The evolution of nightlife spaces in China deserves an entire volume of sociological studies of its own. Chen Wei’s nocturnal photography conveys a strong sense of the past, a deliberate rupture from the aesthetics of contemporary nightlife. Whereas the large field of tessera (a matte, hexagonal tile) in Fresh Paint (2017) is reminiscent of old buildings in the south, the arched signboard and dazzling neon lights of Night Paris (2015) bring to mind the Rock n Roll Disco Club in Beijing in its 1990s heyday. However, it is not the artist’s intention to construct a genealogy of Chinese nightlife through his photographic endeavors. Chen’s work, which often involves photographing elaborate stage sets he builds in his studio, can be compared to the work of an editor, in that they are both bringing materials from out in the world, instead of from a specific location or venue frequented by a particular community, into their work environment. This vast existential input may be attributable to the fact that every bustling metropolis is simultaneously a vast nightclub; this is particularly evident in some of his LED light box works that resemble the makeshift billboards we often find on the streets in China. In this process, he deliberately avoids the tropes of social “documentary” (although total fictionalization might well clash with “reality”) by mis-matching the design, objects and textures of different eras at will, articulating contemporary materials into seemingly nostalgic structures, or replacing the most delicate reflecting surfaces with coarse metal slabs, covering pillars with dark lacquer, or illuminating the dance floor with yellowed light boxes…

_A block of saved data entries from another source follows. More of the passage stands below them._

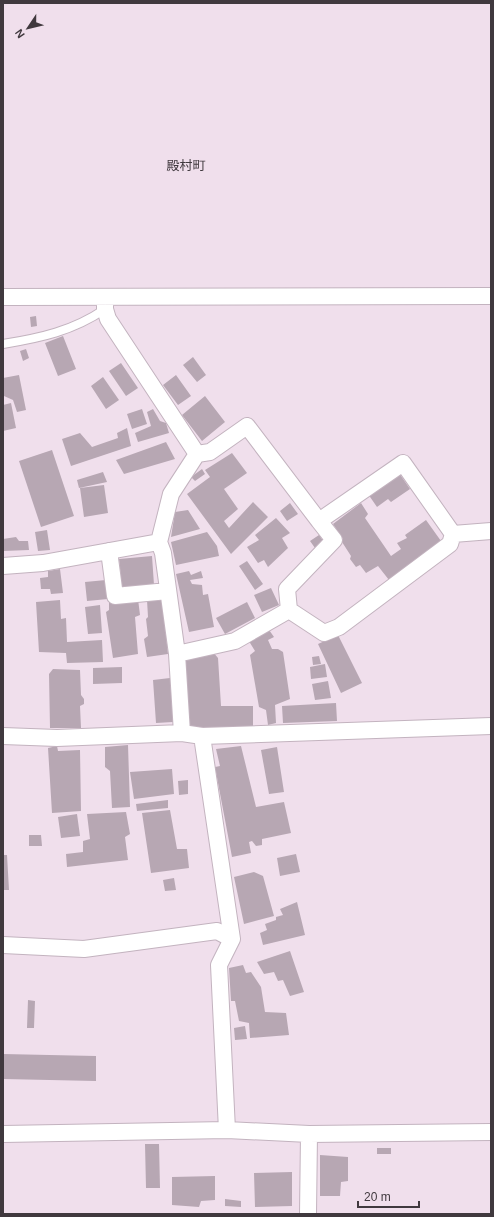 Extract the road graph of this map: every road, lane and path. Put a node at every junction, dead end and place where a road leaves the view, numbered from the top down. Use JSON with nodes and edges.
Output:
{"nodes":[{"id":1,"x":491,"y":296,"type":"edge"},
{"id":2,"x":3,"y":297,"type":"edge"},
{"id":3,"x":105,"y":303,"type":"junction"},
{"id":4,"x":3,"y":344,"type":"edge"},
{"id":5,"x":197,"y":454,"type":"junction"},
{"id":6,"x":319,"y":521,"type":"junction"},
{"id":7,"x":491,"y":531,"type":"edge"},
{"id":8,"x":453,"y":534,"type":"junction"},
{"id":9,"x":159,"y":542,"type":"junction"},
{"id":10,"x":109,"y":551,"type":"junction"},
{"id":11,"x":3,"y":566,"type":"edge"},
{"id":12,"x":168,"y":591,"type":"junction"},
{"id":13,"x":289,"y":610,"type":"junction"},
{"id":14,"x":177,"y":654,"type":"junction"},
{"id":15,"x":491,"y":726,"type":"edge"},
{"id":16,"x":182,"y":733,"type":"junction"},
{"id":17,"x":3,"y":736,"type":"edge"},
{"id":18,"x":202,"y":736,"type":"junction"},
{"id":19,"x":232,"y":939,"type":"junction"},
{"id":20,"x":3,"y":945,"type":"edge"},
{"id":21,"x":227,"y":1130,"type":"junction"},
{"id":22,"x":491,"y":1132,"type":"edge"},
{"id":23,"x":3,"y":1134,"type":"edge"},
{"id":24,"x":309,"y":1134,"type":"junction"},
{"id":25,"x":308,"y":1214,"type":"edge"}],
"edges":[{"from":1,"to":3,"type":"street"},
{"from":2,"to":3,"type":"street"},
{"from":3,"to":4,"type":"lane"},
{"from":3,"to":5,"type":"street"},
{"from":5,"to":6,"type":"street"},
{"from":5,"to":9,"type":"street"},
{"from":6,"to":8,"type":"street"},
{"from":6,"to":13,"type":"street"},
{"from":7,"to":8,"type":"street"},
{"from":8,"to":13,"type":"street"},
{"from":9,"to":10,"type":"street"},
{"from":9,"to":12,"type":"street"},
{"from":10,"to":11,"type":"street"},
{"from":10,"to":12,"type":"street"},
{"from":12,"to":14,"type":"street"},
{"from":13,"to":14,"type":"street"},
{"from":14,"to":16,"type":"street"},
{"from":15,"to":18,"type":"street"},
{"from":16,"to":17,"type":"street"},
{"from":16,"to":18,"type":"street"},
{"from":18,"to":19,"type":"street"},
{"from":19,"to":20,"type":"street"},
{"from":19,"to":21,"type":"street"},
{"from":21,"to":23,"type":"street"},
{"from":21,"to":24,"type":"street"},
{"from":22,"to":24,"type":"street"},
{"from":24,"to":25,"type":"street"}]}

Compared to the perpetual incandescence of the museum, venues like discotheques and karaoke bars thrive on an interior nightfall; they keep the windows and gates shut even during daytime, keeping the light outside their door. Their nightfall is not a field of darkness, but a capitalist negative space in the crevices of everyday labor production. If the white cube of contemporary art is aptly denounced by critics as an atemporal graveyard, the eternal nightfall of clubs is more like an abyss, remaining forever unintelligible, even in a state of dazed semi-consciousness. In his discussion of the myriad literary metaphors involving the nocturnal, Maurice Blanchot distinguished the “first night” from the “other night.” The “first night” is when, “everything has disappeared…[and] absence approaches.”  It is the night to which Novalis addresses his hymns, the time when all beings go to rest. The “other night” is the apparition that comes into presence as everything has disappeared; it does not welcome, and shuts all beings outside. If Blanchot sees the night as absence, the nighttimes of clubs are oblivious and restless, and reject sleep’s duty in favor of nocturnal affirmation. The enunciation of “sleep” is always accompanied by a subject (“I sleep”), where the agency and power of the latter (“I”) fulfills the absence of the night. This kind of “oblivion” is the human rationality that gradually blurs in the intoxicated gaze. If humans are “earthly” animals that must stay grounded in a particular place to recognize our existence, the state of “oblivion” in a club—or, as Chen puts it, being “in the waves”—is like floating through dark seas in a boat, in just the same way that we face the magical realism of contemporary cities.


1. Maurice Blanchot, The Space of Literature, translated by Ann Smock, University of Nebraska Press, 1982, P121.